What’s the next book you’ll have ready to publish?
My first novel, Watermelon Tattoo, has garnered enough interest from a couple of A-list agents that I’ve quit querying until I get their final answer. It’s been through 5 or 6 revisions and I’ve developed it to the point where I wouldn’t make any more modifications without some agent or editor input.
While that process drags on I’m working on a concept for a multimedia publication. I have a number of artist friends, acquaintances and people I admire who work in various visual medium. My idea is to match a group of my linked poems to prints or photos of these folks work and produce a high-quality limited-edition hardcover, signed and numbered, and release it cooperatively. That’s the main reason I founded Kallisto Gaia Press It’s still in the formative stages so we’ll see. I’m also editing a collection of flash fiction and prose poems that I’ve been working on for a few years. If Southern Gentlemen does well I’ll release that in the fall of 2015.
Tell us a little about your work with the Writers’ League of Texas.

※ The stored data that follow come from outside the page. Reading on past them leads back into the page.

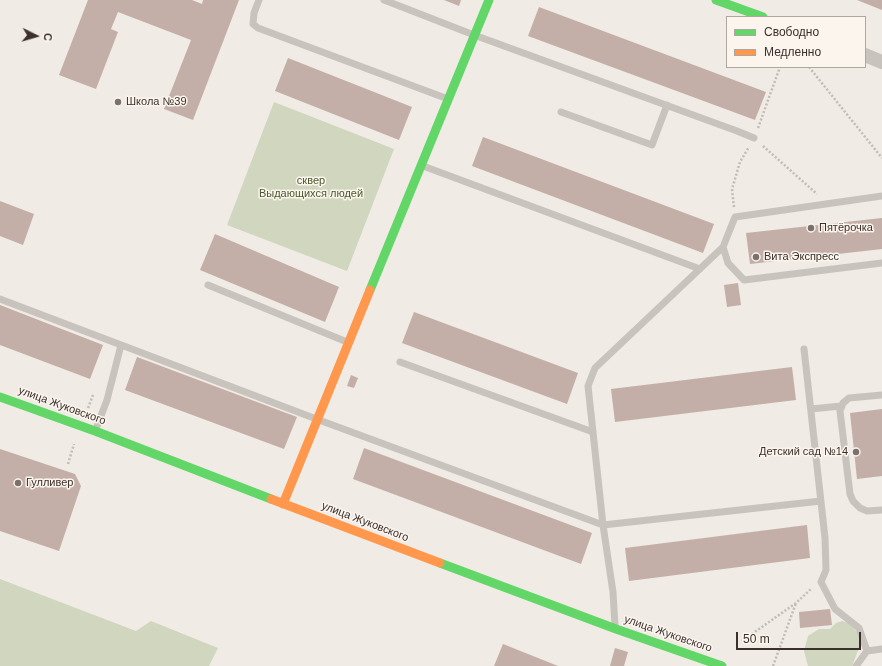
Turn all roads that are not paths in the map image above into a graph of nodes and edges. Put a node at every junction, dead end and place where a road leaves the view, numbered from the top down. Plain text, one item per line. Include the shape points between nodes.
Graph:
1 (259, 0) edge
2 (384, 0) edge
3 (489, 0) edge
4 (716, 0) edge
5 (760, 16) edge
6 (474, 35) junction
7 (866, 55) edge
8 (882, 62) edge
9 (448, 99) junction
10 (667, 105) junction
11 (561, 112) dead end
12 (754, 138) road end
13 (421, 166) junction
14 (882, 196) edge
15 (723, 247) junction
16 (882, 263) edge
17 (700, 269) junction
18 (208, 285) dead end
19 (0, 299) edge
20 (349, 343) junction
21 (121, 345) junction
22 (804, 349) dead end
23 (400, 362) dead end
24 (882, 395) edge
25 (0, 397) edge
26 (841, 406) junction
27 (811, 409) junction
28 (319, 420) junction
29 (95, 431) junction
30 (593, 432) junction
31 (821, 501) junction
32 (283, 504) junction
33 (882, 510) edge
34 (603, 525) junction
35 (616, 629) junction
36 (882, 649) edge
37 (867, 651) junction
38 (722, 666) edge
39 (856, 666) edge

1 - 9 lane via 253,24 258,28
2 - 6 lane
3 - 6 main road
4 - 5 main road
6 - 9 main road
6 - 10 lane
7 - 8 street
9 - 13 main road
10 - 11 lane via 652,145
10 - 12 lane
13 - 17 lane
13 - 20 main road
14 - 15 lane via 735,217
15 - 16 lane via 728,263 744,280
15 - 17 lane
17 - 30 lane via 595,368 588,386
18 - 20 lane
19 - 21 lane
20 - 28 main road
21 - 28 lane
21 - 29 lane via 107,400
22 - 27 lane
23 - 30 lane
24 - 26 lane via 849,398
25 - 29 main road, улица Жуковского
26 - 27 lane
26 - 33 lane via 850,494 860,508 868,511
27 - 31 lane
28 - 32 main road
28 - 34 lane
29 - 32 main road, улица Жуковского
30 - 34 lane
31 - 34 lane
31 - 37 lane via 826,570 821,582 835,610 859,628
32 - 35 main road, улица Жуковского
34 - 35 lane
35 - 38 main road, улица Жуковского
36 - 37 lane
37 - 39 lane

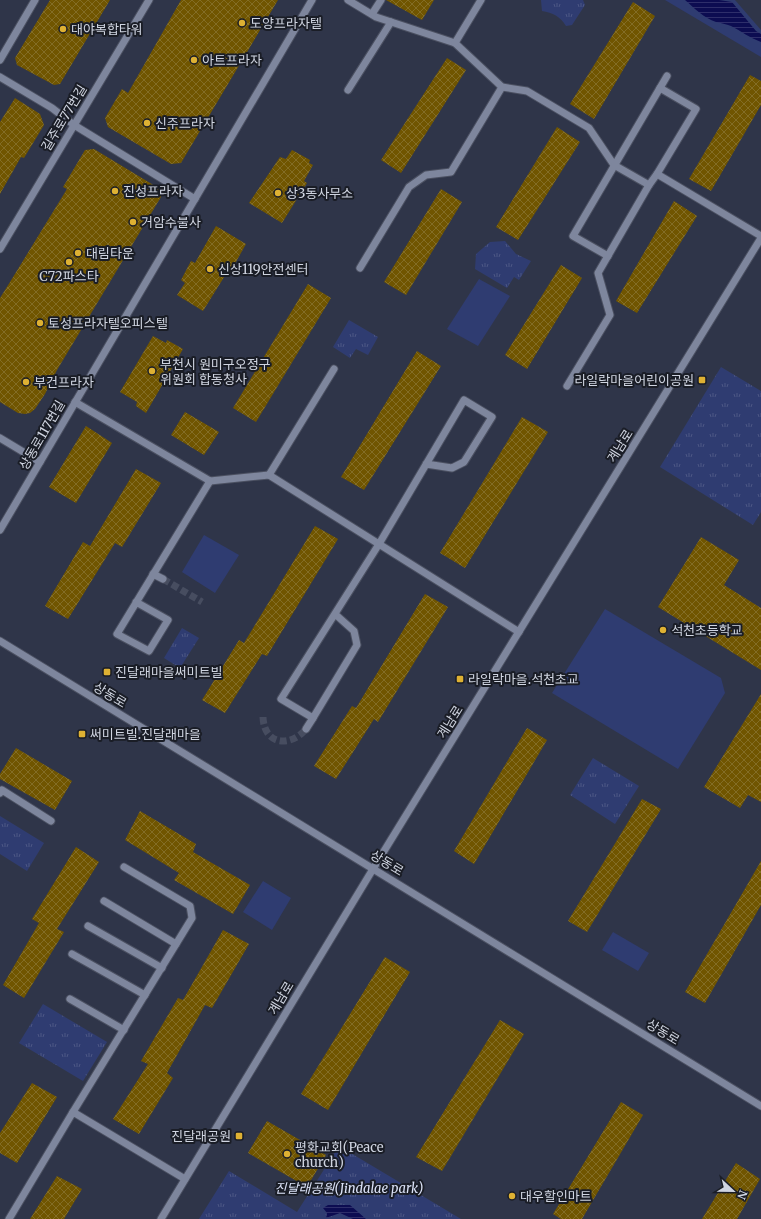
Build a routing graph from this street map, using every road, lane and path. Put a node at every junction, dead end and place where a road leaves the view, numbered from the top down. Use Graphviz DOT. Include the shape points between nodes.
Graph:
graph roads {
  1 [pos="35,0"];
  2 [pos="149,0"];
  3 [pos="312,0"];
  4 [pos="348,0"];
  5 [pos="381,0"];
  6 [pos="481,0"];
  7 [pos="372,14"];
  8 [pos="391,22"];
  9 [pos="455,43"];
  10 [pos="0,60"];
  11 [pos="667,76"];
  12 [pos="0,78"];
  13 [pos="502,87"];
  14 [pos="660,88"];
  15 [pos="348,90"];
  16 [pos="74,125"];
  17 [pos="614,165"];
  18 [pos="657,174"];
  19 [pos="649,186"];
  20 [pos="195,199"];
  21 [pos="761,237"];
  22 [pos="0,249"];
  23 [pos="608,256"];
  24 [pos="360,268"];
  25 [pos="334,369"];
  26 [pos="567,386"];
  27 [pos="75,402"];
  28 [pos="0,438"];
  29 [pos="40,462"];
  30 [pos="426,464"];
  31 [pos="269,475"];
  32 [pos="210,481"];
  33 [pos="0,530"];
  34 [pos="379,544"];
  35 [pos="153,574"];
  36 [pos="163,579"];
  37 [pos="136,602"];
  38 [pos="335,614"];
  39 [pos="520,632"];
  40 [pos="0,641"];
  41 [pos="313,718"];
  42 [pos="306,729"];
  43 [pos="0,793"];
  44 [pos="51,821"];
  45 [pos="124,867"];
  46 [pos="373,869"];
  47 [pos="104,901"];
  48 [pos="88,926"];
  49 [pos="176,944"];
  50 [pos="72,954"];
  51 [pos="162,968"];
  52 [pos="145,995"];
  53 [pos="70,999"];
  54 [pos="124,1030"];
  55 [pos="761,1106"];
  56 [pos="73,1112"];
  57 [pos="185,1179"];
  58 [pos="9,1219"];
  59 [pos="161,1219"];
  1 -- 10 [label="street"];
  2 -- 16 [label="street, 길주로77번길"];
  3 -- 20 [label="street, 상동로117번길"];
  4 -- 7 [label="street"];
  5 -- 7 [label="street"];
  6 -- 9 [label="street"];
  7 -- 8 [label="street"];
  8 -- 9 [label="street"];
  8 -- 15 [label="street"];
  9 -- 13 [label="street"];
  11 -- 14 [label="street"];
  12 -- 16 [label="street" via="52,108"];
  13 -- 17 [label="street" via="527,91 589,128"];
  13 -- 24 [label="street" via="451,172 426,175 408,187"];
  14 -- 17 [label="street"];
  14 -- 18 [label="street" via="696,109"];
  16 -- 20 [label="street"];
  16 -- 22 [label="street, 길주로77번길"];
  17 -- 19 [label="street"];
  17 -- 23 [label="street" via="573,236"];
  18 -- 19 [label="street"];
  18 -- 21 [label="street"];
  19 -- 23 [label="street"];
  20 -- 27 [label="street, 상동로117번길"];
  21 -- 39 [label="street, 계남로"];
  23 -- 26 [label="street" via="598,272 610,315"];
  25 -- 31 [label="street"];
  27 -- 29 [label="street, 상동로117번길"];
  27 -- 32 [label="street"];
  28 -- 29 [label="street"];
  29 -- 33 [label="street, 상동로117번길"];
  30 -- 30 [label="street" via="464,400 492,417 464,462 452,468"];
  30 -- 34 [label="street"];
  31 -- 32 [label="street"];
  31 -- 34 [label="street"];
  32 -- 35 [label="street"];
  34 -- 38 [label="street"];
  34 -- 39 [label="street"];
  35 -- 36 [label="street"];
  35 -- 37 [label="street"];
  37 -- 37 [label="street" via="117,634 149,652 168,620"];
  38 -- 41 [label="street" via="354,631 358,645"];
  38 -- 41 [label="street" via="282,699"];
  39 -- 46 [label="street, 계남로"];
  40 -- 46 [label="street, 상동로"];
  41 -- 42 [label="street"];
  43 -- 44 [label="street" via="2,790"];
  45 -- 49 [label="street" via="190,906 192,918"];
  46 -- 55 [label="street, 상동로"];
  46 -- 57 [label="street, 계남로"];
  47 -- 49 [label="street"];
  48 -- 51 [label="street"];
  49 -- 51 [label="street"];
  50 -- 52 [label="street"];
  51 -- 52 [label="street"];
  52 -- 54 [label="street"];
  53 -- 54 [label="street"];
  54 -- 56 [label="street"];
  56 -- 57 [label="street"];
  56 -- 58 [label="street"];
  57 -- 59 [label="street, 계남로"];
}
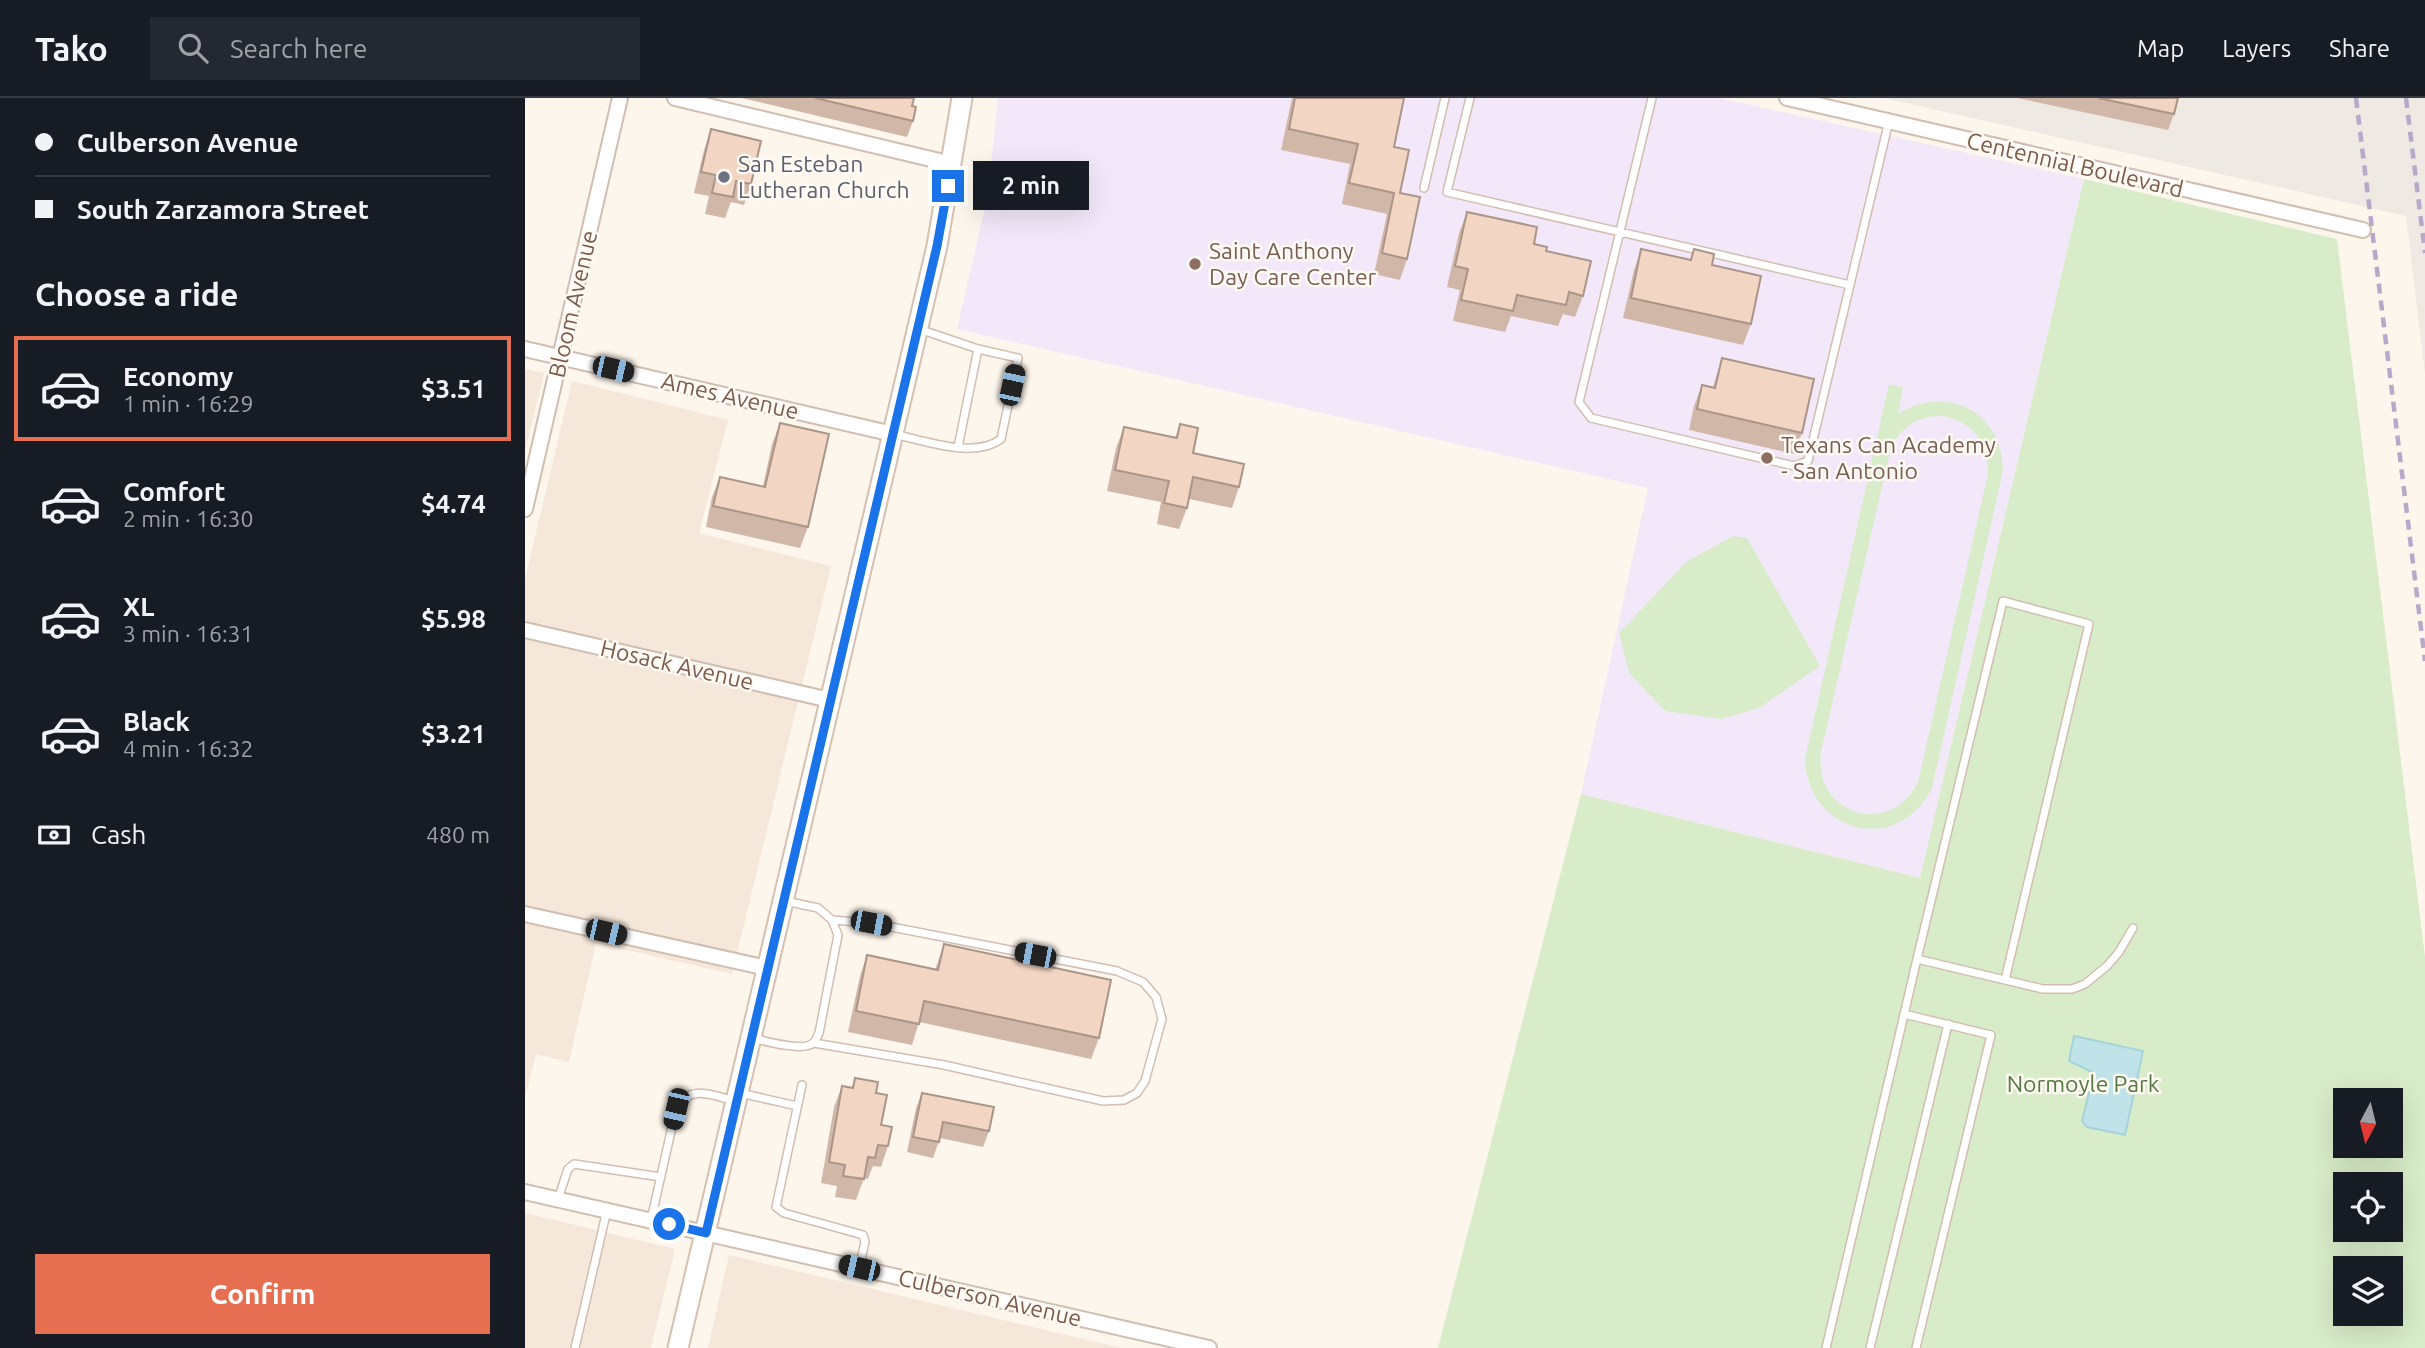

I joined the WLT in 2010 after attending a couple of Third Thursday panels. It was without question the most important
thing I’ve ever done for my writing career. What success I’ve had being nationally published can be traced back to what I’ve learned from the WLT. I was asked to join the Board of Directors in 2012 after serving as an ad hoc member of the nominating committee. Beth Sample mentored me and nominated me. I was fortunate enough to not only have the time but also to realize the impact I could have volunteering. I was elected to serve as President for 2014 and have been reelected for 2015. When I joined the board WLT didn’t have an Executive Director and the staff consisted of one full-time and one part-time employee. In late 2013 we were fortunate enough to find Becka Oliver to serve as ED. She has worked wonders with the organization. We now also have a board that’s involved and committed and a staff that’s talented and dedicated. We have increased our staff and everyone is aligned with the goal of making the League Texas’ premier literary organization. When I became President in 2014 I had two main goals. First was to develop and better serve membership statewide as our name suggests. Unfortunately, my plan for doing this wasn’t sustainable. Our incredible ED and staff took the idea and implemented a program that does this through partnerships and it’s flourishing. Second, I wanted to diversify our membership; bringing in more young people, more academics, more publishing professionals and more racial diversity. The Board and staff have excelled at this. Our membership has increased almost 40% and we have partnered with a number of other organizations. Our programming has increased in scope and quality. We’ve held meetings in Houston, Dallas, Alpine, and the Hill Country just in the last few months to hear their suggestions on how to serve the needs of our members in these locations. The dedication of our board and staff is unsurpassed anywhere and they continue to amaze me with their energy and expertise.
Thanks for being with us today, Tony.
Thanks again, Mary, for sharing my story with your readers. Southern Gentlemen is available in print or digital format through all the major international distributors. If my plan works, it will soon be available in an independent bookstore near you.